Las Gladiadoras se sacaron la mufa y, después de casi 6 años, conquistaron una nueva copa.
El día fue largo. La ansiedad crecía a medida que pasaban las horas. Mientras el WhatsApp explotaba de mensajes, las redes también lo hacían. Videos, fotos, menciones. Todo lo que se veía hacía referencia al partido. Los programas de radio que nunca hablaban de fútbol femenino, el martes 19 sí lo hicieron. Parecía la final del mundo.
En la entrada había varios medios. Conocidos y no tanto. Pasar por la burocracia de las acreditaciones fue simple hasta que nos topamos con uno que no sabía que nos tenía que dejar pasar.
Boca había llegado recién y las jugadoras estaban haciendo el reconocimiento del campo de juego.

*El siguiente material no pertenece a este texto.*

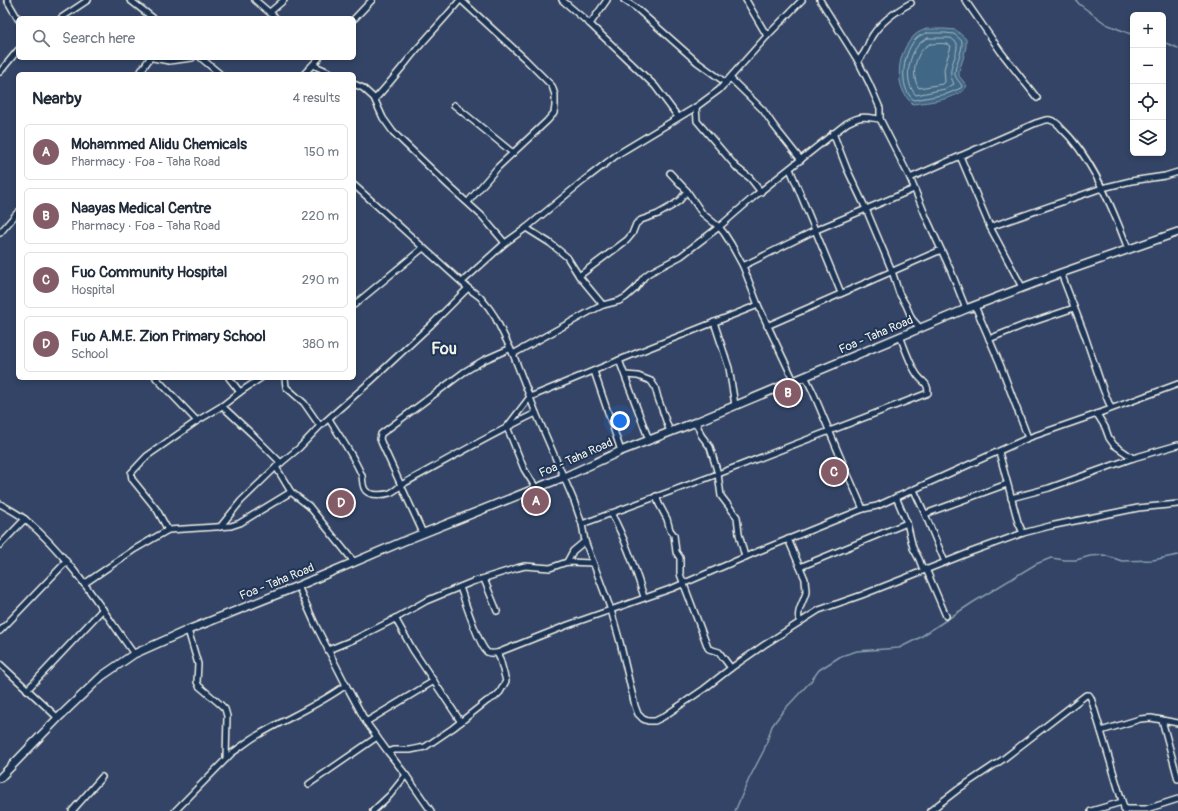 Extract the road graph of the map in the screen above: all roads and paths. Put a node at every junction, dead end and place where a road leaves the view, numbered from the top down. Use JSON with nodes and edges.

La cancha de Vélez se veía radiante, la prueba de sonido era bastante jocosa. Yo no paraba de mirar todo, quería que el momento se quedara bien grabado en mi cerebro.
Después de la entrada en calor de las arqueras y cuando fueron al vestuario ahí me empezó a latir fuerte el corazón. Pensaba en cosas, gente, momentos. Quería tener a mis compañeros bien cerca y abrazarlos.
Los equipos salieron y con ellos humo con los colores de ambos. Entre lágrimas no caía en la cuenta de lo que estaba pasando frente a mí. Ellas, radiantes, se formaron en el medio del campo de juego. Eran indestructibles, estaban listas y yo también.
Solo diez minutos bastaron para que el castillo de naipes del rival se viniera abajo. Primero fue Huber, después Yami, más tarde Lore, Fabi y Andrea. Fueron 45 minutos de fútbol total.
Todo el nerviosismo se transformó en euforia, necesidad de que el partido terminase, de ir a abrazar a la gente que hizo esto posible. Aunque todavía quedaban más emociones; porque Andrea Ojeda y Fabiana Vallejos nos regalarían dos goles más. Las «históricas» querían seguir escribiendo páginas en este libro maravilloso.
Fortunato dio el pitazo final y mi cerebro se apagó. Dejé de ser racional y la premiación la viví con todas las ganas de saltar desde la platea hasta el campo de juego. Medí las distancias y no lo creí oportuno. Entonces miré para el costado, justo la esquina por dónde se ingresa a al campo y fui. Bajé las escaleras en silencio, ya era poco el movimiento y entre caminando normal hasta que no aguanté y empecé a correr. Era como un perrito suelto en el parque. Lo único que quería era ir a abrazarlas. Nancy, la «kine», me atajó y nos dimos un súper abrazo. Después Florcita, como le decimos, la delegada me abrazó y ahí lloré. Abracé a todos los que pude. Eso era todo lo que necesitaba. Verlas felices y compartir eso con ellas. Hubo espuma, risas y mucha emoción. Quería quedarme en ese instante para siempre.
Fue un sueño, hermoso sueño de una noche de verano.